L_aconit
Juin 1461. Chateau de Rézé. Bretagne.
Les travaux lancés par le Prince de Retz pour donner à la place forte des allures moins rustiques, plus proches d'une une petit cité fortifiée tendaient à devenir interminables sous la petite bruine assassine qui les rendait laborieux. Le château faisant face à la grande Nantes changeait son vieux visage contre un jeune. L'édifice était habité d'une pensée nouvelle et jeune, campée dans ses bottes et inspectant l'avancée des travaux d'un oeil circonspect, en la personne de Taliesyn de Montfort. Se parant d'atours plus gotiques et s'agrandissant dans le fatras assourdissant des burins tailleurs de pierre, du roulis des charrettes et des jurons des artisans, éreintés par 4 jours successifs de pluie et prêts à se faire les dents sur leurs enclumes. Tout était fait sur place. La taille des blocs de pierre et même les outils pour se faire. On raconte même que les ânes bâtés tirant leur lourds chargements étaient eux-même nés ici, dans la lenteur de ces fastidieux travaux.
Le seul qui ne semblait pas s'embourber dans cette fourmilière bâtisseuse, c'était lui. Là.
De ce côté. Ha... Non.
Par ici.
L'Aconit était nulle part et partout à la fois, petit homme au sortir de l'enfance, affairé à soigner les bêtes de somme le temps de la visite à Rezé du Prince qu'il servait et qui l'emportait partout avec lui. Du haut de ses treize ans, le garçon blond aux yeux clairs savait panser et soigner les chevaux, déterminer la date de la mise bas d'une jument et surtout... Redoubler de ruse et de malice pour obtenir ce qu'il désirait.
Aujourd'hui Faust, comme l'appelaient les uns, Nicolas comme l'appelaient les autres, l'Aconit comme ils l'appelaient tous, avait décidé de convoiter la paille sèche des écuries pour jouer avec les enfants du forgeron tandis que la bruine recommençait à se faire averse, mettant à l'arrêt les manoeuvres au grand désespoir des travailleurs du château. Ils étaient deux garçons gaillards mais braves, craignant leur père plus que nul autre, soudard aux mains calleuses affairées à battre le fer à longueur de journée.
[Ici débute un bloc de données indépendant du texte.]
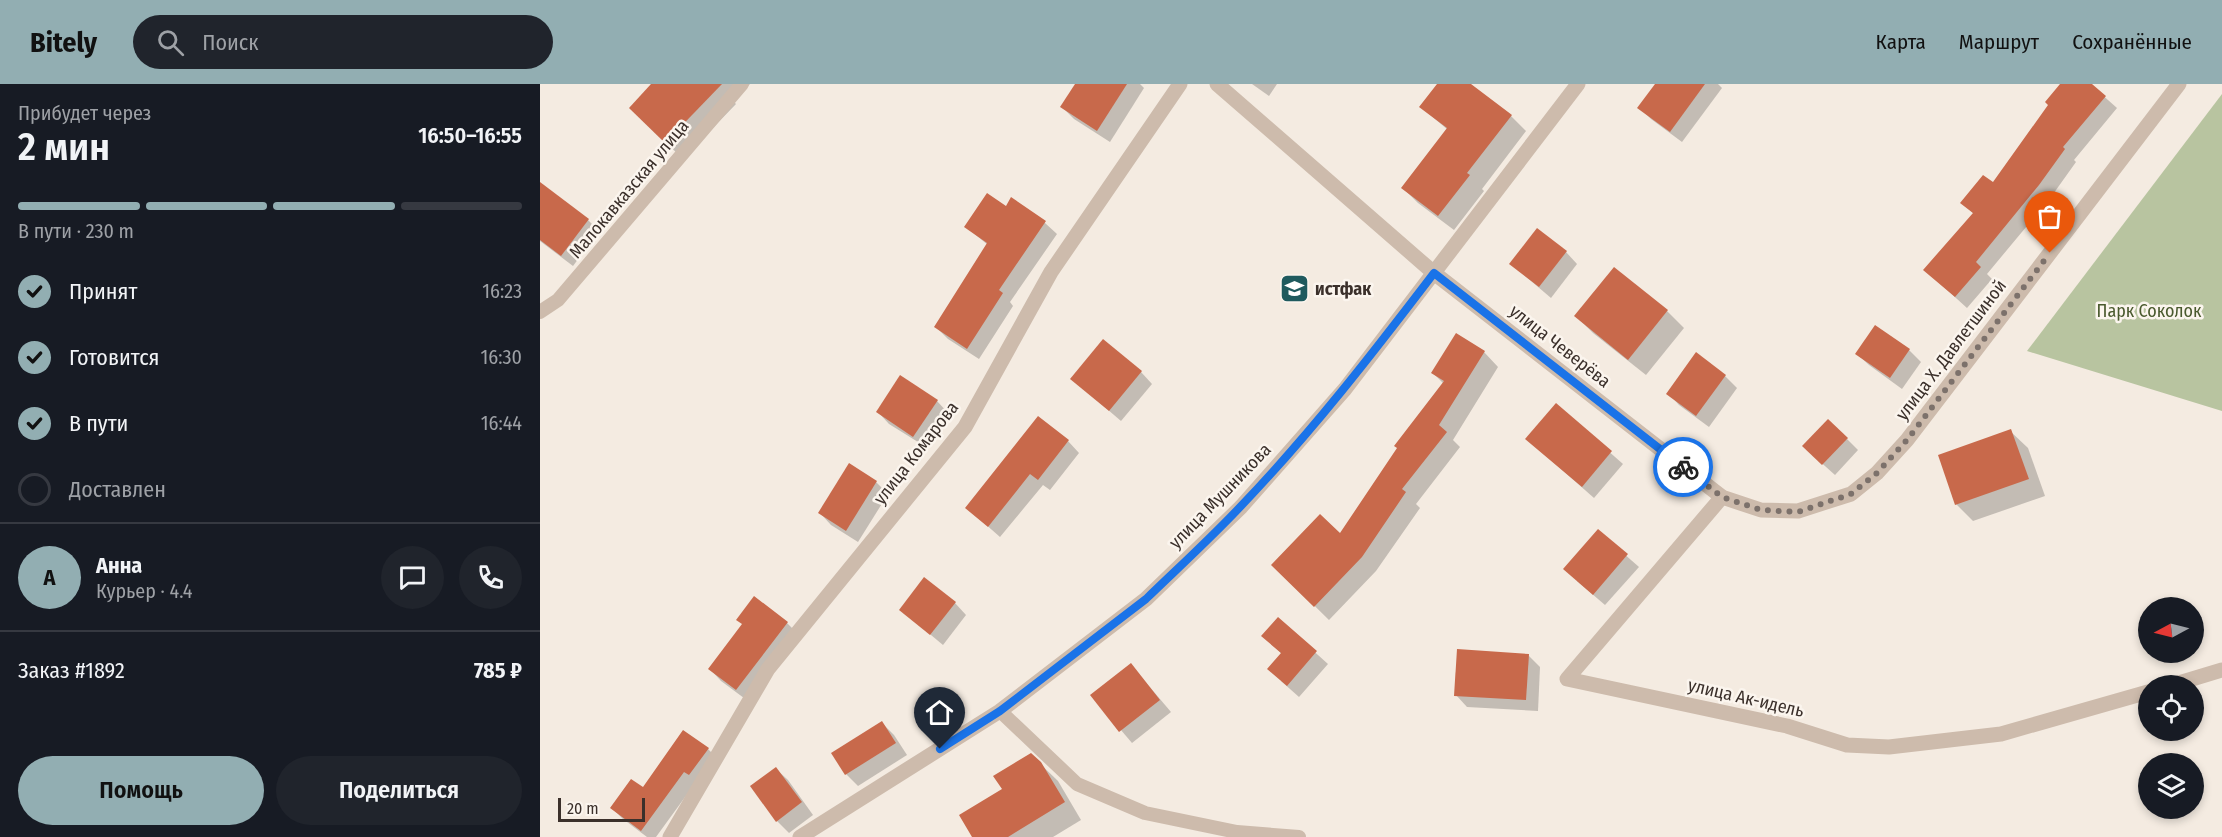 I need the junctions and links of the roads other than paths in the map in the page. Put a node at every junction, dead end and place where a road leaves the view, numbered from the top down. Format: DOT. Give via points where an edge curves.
graph roads {
  1 [pos="742,84"];
  2 [pos="1180,84"];
  3 [pos="1217,84"];
  4 [pos="1578,84"];
  5 [pos="2179,84"];
  6 [pos="1434,273"];
  7 [pos="540,312"];
  8 [pos="1907,440"];
  9 [pos="1722,497"];
  10 [pos="2222,670"];
  11 [pos="2204,675"];
  12 [pos="2138,695"];
  13 [pos="1000,711"];
  14 [pos="670,837"];
  15 [pos="800,837"];
  16 [pos="1299,837"];
  1 -- 7 [label="lane, Малокавказская улица" via="558,300"];
  2 -- 14 [label="street, улица Комарова" via="1051,272 965,427 768,669"];
  3 -- 6 [label="street, улица Чеверёва"];
  4 -- 6 [label="street, улица Мушникова"];
  5 -- 8 [label="street, улица Х. Давлетшиной"];
  6 -- 9 [label="street, улица Чеверёва"];
  6 -- 13 [label="street, улица Мушникова" via="1345,389 1241,507 1146,599"];
  8 -- 9 [label="street, улица Чеверёва" via="1851,494 1798,512 1761,510"];
  9 -- 12 [label="street, улица Ак-идель" via="1567,679 1787,726 1847,745 1888,747 2001,734"];
  10 -- 11 [label="street"];
  13 -- 15 [label="street, улица Мушникова"];
  13 -- 16 [label="lane" via="1077,784 1145,813 1238,832"];
}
L'arrêt de ce bruit vif significatif, fer contre fer, les laissait tous deux raides et l'oeil alerte, craignant sans doute qu'il ne vienne s'occuper de les battre eux. Nicolas avait remarqué leur tension, mais... L'innocence des jeunes garçons permettait d'oublier, par le jeu, les défis et les secrets de polichinelles confiés sous la paille, les duretés de la vie. Des instants entre parenthèse, jusqu'à ce que le martèlement ne reprenne son cours.
Ce jour là donc, l'écuyer et les deux jouvenceaux feignaient la bagarre. Gaiement, le plus fort des trois prenait le dessus, écrasant le plus faible, à savoir Nicolas. Le jeu aurait pu s'arrêter là, mais comme tout le monde le savait, les jeux de mains étaient souvent prétexte à ne jamais s'arrêter, comme cette maudite pluie, et à pousser toujours plus loin leurs limites. La poursuite de l'un, la chute de l'autre dans la boue près du vivier, le troisième qui s'interpose. Les poings sont tendres, les vêtements se débraillent. Les rires s'entrecoupent de cris, attestant du rapport de force. L'écuyer a un geste brusque, le fils du forgeron, tout bonhomme soit-il, chute. Tête la première dans la boue.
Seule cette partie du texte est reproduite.